__What this task involves__:
Using the listing below, return every line that includes "Avenue".

__Given records__:
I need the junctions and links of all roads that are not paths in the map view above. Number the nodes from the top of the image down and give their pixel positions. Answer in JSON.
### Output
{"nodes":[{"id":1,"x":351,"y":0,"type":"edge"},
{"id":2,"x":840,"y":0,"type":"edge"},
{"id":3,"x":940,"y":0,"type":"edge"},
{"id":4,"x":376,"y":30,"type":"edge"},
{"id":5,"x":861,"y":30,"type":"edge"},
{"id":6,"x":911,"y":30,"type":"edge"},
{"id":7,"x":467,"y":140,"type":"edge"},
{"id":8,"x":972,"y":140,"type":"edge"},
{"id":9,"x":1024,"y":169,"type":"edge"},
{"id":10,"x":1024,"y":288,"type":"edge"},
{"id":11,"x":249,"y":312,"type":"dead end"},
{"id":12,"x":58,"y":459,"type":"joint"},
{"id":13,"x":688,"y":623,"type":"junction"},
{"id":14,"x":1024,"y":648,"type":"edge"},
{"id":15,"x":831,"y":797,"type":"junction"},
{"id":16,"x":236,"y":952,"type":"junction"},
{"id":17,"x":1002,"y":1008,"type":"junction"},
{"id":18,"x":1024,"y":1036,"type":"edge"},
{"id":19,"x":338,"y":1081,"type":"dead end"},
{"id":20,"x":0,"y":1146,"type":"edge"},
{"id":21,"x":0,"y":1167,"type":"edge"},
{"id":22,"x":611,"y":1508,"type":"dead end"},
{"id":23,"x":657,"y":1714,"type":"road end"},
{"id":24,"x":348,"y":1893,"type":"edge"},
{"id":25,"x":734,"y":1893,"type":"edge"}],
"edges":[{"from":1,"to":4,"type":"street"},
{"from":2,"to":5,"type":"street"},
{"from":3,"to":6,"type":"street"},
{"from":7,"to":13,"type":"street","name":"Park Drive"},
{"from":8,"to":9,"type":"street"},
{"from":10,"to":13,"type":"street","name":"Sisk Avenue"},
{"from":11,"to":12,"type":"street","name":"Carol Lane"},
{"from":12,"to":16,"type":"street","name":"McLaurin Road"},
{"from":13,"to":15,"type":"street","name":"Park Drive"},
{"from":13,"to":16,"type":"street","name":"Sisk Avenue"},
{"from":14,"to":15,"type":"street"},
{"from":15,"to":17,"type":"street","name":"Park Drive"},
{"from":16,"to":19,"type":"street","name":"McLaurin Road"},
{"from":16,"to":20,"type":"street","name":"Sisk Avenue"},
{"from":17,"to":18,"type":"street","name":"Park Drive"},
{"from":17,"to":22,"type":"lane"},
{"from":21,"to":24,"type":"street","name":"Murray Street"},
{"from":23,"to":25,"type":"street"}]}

__Task solution__:
{"from":10,"to":13,"type":"street","name":"Sisk Avenue"},
{"from":13,"to":16,"type":"street","name":"Sisk Avenue"},
{"from":16,"to":20,"type":"street","name":"Sisk Avenue"},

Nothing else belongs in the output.